Moving from Chat to Automation

Connecting Lobstr to Claude via an MCP server transitions your workflows from manual UI operations to intelligent, conversational automation. By utilizing Truto, you bypass the massive engineering overhead of translating Lobstr's asynchronous execution hierarchy and dynamic schemas into reliable LLM tools.

Instead of writing custom polling loops, tracking cursor pagination, and maintaining crawler schemas, your engineering team can focus on what matters: building superior AI agents that extract value from the web. Truto handles the API normalization; Claude handles the logic.

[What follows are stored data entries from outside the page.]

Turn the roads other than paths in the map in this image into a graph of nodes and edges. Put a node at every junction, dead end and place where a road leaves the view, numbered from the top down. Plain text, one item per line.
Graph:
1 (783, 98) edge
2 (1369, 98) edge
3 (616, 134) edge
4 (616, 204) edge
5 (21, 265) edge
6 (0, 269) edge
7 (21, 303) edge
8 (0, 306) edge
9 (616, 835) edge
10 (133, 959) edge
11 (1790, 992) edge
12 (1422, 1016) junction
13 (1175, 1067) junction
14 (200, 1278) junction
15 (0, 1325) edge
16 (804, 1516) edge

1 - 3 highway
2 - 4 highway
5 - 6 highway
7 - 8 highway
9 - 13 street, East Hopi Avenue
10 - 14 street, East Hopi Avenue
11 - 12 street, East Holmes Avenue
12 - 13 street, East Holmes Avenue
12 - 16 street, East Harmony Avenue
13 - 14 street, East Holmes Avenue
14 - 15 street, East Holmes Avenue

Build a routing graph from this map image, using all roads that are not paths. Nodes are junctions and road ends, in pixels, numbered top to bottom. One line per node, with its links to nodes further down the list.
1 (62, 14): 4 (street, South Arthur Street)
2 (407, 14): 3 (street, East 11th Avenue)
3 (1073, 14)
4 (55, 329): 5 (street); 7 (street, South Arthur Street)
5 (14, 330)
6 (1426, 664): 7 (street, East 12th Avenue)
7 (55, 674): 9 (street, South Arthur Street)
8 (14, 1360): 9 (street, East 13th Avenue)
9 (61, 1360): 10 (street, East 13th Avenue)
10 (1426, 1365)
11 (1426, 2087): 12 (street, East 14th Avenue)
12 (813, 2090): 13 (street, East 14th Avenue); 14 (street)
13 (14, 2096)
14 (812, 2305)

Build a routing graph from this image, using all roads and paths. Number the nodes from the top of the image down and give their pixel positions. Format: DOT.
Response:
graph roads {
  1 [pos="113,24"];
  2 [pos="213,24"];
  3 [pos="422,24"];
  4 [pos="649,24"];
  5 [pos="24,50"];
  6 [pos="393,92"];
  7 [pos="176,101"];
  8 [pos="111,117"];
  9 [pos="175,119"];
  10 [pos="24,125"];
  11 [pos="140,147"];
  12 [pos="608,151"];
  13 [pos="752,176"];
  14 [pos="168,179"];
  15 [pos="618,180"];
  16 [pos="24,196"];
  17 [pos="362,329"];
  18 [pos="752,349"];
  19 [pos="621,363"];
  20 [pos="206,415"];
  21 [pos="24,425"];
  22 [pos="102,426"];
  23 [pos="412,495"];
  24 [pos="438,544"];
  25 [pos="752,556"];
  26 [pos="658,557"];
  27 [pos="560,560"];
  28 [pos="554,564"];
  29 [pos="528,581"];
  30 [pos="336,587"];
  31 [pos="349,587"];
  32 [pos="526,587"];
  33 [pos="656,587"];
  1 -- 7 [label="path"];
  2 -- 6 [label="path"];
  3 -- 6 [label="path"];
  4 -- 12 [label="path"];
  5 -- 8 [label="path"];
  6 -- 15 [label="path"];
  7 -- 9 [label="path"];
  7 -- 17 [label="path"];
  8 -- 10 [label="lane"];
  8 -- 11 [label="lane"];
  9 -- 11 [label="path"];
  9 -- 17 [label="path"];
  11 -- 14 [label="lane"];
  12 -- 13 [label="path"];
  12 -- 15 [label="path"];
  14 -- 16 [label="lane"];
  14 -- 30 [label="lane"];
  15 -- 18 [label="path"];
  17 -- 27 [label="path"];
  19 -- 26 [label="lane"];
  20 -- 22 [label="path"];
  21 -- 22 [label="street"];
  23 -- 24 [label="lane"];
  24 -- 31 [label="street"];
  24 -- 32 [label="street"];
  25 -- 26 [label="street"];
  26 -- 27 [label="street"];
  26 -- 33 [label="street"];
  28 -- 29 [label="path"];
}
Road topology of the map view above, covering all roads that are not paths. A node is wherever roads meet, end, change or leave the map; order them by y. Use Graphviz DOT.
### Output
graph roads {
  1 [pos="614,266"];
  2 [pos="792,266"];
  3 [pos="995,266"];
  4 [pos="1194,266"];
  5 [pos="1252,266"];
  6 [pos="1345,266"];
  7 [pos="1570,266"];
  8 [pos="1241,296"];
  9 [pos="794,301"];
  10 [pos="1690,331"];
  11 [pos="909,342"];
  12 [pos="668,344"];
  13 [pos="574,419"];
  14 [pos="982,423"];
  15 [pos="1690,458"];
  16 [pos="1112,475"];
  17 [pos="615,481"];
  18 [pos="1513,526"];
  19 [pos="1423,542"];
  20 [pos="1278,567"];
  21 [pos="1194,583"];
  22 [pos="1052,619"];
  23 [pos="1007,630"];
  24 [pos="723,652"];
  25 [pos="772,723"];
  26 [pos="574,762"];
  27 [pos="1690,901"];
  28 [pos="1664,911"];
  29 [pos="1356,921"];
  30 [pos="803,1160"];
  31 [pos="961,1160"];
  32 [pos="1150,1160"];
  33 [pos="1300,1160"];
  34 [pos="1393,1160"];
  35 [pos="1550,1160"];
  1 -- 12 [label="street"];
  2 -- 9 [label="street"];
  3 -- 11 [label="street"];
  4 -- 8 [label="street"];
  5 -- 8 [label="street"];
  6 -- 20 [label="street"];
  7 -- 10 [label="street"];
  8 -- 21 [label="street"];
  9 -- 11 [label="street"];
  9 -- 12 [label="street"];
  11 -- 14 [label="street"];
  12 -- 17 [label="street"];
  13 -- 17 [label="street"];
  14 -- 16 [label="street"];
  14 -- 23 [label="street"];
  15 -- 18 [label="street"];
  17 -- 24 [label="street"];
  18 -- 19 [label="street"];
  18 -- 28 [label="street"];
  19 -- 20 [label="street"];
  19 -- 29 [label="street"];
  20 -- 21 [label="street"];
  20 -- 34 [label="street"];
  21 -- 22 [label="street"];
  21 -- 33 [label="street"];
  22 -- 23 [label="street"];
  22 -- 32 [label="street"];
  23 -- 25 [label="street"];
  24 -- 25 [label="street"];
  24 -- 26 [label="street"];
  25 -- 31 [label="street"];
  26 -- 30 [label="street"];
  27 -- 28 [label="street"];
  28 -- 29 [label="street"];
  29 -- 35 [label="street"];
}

Stop wrestling with API schemas. Generate a production-ready Lobstr MCP server in seconds. :::

FAQ

How do I connect Lobstr to Claude?
You connect Lobstr to Claude by deploying a Model Context Protocol (MCP) server. Truto generates a managed, authenticated MCP URL for your Lobstr account, which you can paste into Claude Desktop's custom connectors or configure via the claude_desktop_config.json file.
How does Truto handle Lobstr rate limits?
Truto does not retry, throttle, or apply backoff on rate limit errors. When Lobstr returns an HTTP 429, Truto passes the error back to Claude and normalizes the rate limit info into standard headers (ratelimit-limit, ratelimit-remaining, ratelimit-reset). The client AI must handle its own retry logic.
Can Claude wait for a Lobstr run to finish before getting results?
Yes. Lobstr operates asynchronously. Claude will use the get_single_lobstr_run_stat_by_id tool to poll the status of an active run. Once the run's status returns as done, Claude can call list_all_lobstr_results to fetch the scraped data.